** STORED DATA **
Segment Open

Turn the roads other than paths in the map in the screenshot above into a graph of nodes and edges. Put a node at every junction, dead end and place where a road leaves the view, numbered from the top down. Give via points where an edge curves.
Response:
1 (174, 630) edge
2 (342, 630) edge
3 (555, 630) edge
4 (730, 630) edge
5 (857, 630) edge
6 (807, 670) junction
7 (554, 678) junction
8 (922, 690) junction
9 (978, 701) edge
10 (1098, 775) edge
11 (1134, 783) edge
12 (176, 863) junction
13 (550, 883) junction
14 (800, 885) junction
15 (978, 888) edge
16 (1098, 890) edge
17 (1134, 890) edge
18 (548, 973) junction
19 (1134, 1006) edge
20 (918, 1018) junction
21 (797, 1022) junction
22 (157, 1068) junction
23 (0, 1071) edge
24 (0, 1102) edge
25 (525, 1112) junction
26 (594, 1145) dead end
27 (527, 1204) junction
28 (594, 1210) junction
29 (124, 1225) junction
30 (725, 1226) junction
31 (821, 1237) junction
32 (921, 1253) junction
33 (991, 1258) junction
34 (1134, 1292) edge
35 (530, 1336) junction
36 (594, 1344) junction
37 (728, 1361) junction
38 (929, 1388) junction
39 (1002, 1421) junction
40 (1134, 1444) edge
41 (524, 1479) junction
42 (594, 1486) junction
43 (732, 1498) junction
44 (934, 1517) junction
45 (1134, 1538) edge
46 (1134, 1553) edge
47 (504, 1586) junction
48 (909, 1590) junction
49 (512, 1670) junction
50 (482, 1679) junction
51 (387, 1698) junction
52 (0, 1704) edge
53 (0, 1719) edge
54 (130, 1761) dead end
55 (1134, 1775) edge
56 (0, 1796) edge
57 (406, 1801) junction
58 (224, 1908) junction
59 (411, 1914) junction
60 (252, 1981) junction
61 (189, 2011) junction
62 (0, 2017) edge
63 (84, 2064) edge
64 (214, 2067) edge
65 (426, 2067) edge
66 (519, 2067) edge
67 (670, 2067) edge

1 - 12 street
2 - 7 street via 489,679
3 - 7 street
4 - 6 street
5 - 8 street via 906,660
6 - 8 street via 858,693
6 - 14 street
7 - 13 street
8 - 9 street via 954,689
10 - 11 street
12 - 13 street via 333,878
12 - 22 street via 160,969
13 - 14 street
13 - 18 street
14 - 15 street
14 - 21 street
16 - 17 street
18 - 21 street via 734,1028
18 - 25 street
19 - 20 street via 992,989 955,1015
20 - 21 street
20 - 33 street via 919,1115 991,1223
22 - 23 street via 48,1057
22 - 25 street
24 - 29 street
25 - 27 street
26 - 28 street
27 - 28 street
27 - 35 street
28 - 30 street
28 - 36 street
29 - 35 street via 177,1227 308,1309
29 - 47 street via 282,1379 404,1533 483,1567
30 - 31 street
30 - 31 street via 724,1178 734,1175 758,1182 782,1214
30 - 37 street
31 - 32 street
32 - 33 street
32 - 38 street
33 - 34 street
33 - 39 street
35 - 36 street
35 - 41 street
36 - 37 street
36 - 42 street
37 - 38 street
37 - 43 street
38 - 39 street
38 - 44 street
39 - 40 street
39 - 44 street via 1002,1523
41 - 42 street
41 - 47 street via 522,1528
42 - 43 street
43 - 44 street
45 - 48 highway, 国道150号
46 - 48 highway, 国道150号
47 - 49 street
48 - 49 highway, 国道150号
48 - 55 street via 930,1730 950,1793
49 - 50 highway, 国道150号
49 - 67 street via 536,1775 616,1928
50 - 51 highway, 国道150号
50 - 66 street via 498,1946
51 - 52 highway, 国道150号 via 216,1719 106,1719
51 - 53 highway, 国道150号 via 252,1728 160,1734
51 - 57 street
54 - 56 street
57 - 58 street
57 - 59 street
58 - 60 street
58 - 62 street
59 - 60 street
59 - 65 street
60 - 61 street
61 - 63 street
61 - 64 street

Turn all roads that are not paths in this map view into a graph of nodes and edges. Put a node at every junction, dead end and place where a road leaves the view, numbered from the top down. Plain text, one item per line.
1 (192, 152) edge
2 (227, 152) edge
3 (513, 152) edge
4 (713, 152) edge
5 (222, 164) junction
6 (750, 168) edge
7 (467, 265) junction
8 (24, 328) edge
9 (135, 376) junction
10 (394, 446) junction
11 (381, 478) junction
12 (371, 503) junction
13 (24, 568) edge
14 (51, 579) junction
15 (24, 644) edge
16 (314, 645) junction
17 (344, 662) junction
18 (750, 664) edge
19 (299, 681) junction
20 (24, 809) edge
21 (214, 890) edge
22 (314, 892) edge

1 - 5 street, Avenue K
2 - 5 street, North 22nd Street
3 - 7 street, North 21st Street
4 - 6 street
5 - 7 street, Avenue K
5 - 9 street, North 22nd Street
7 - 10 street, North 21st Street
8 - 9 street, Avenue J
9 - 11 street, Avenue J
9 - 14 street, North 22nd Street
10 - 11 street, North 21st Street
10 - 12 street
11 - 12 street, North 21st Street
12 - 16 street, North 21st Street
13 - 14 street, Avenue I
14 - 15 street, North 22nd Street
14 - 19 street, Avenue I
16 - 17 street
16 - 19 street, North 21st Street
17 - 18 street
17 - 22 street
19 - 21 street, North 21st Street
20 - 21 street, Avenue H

Segment Closed

** WHAT IS EXPECTED **
Copy each line of the listing that holds the word "paths".

** SOLUTION TO THIS EXERCISE **
Turn the roads other than paths in the map in the screenshot above into a graph of nodes and edges. Put a node at every junction, dead end and place where a road leaves the view, numbered from the top down. Give via points where an edge curves.
Turn all roads that are not paths in this map view into a graph of nodes and edges. Put a node at every junction, dead end and place where a road leaves the view, numbered from the top down. Plain text, one item per line.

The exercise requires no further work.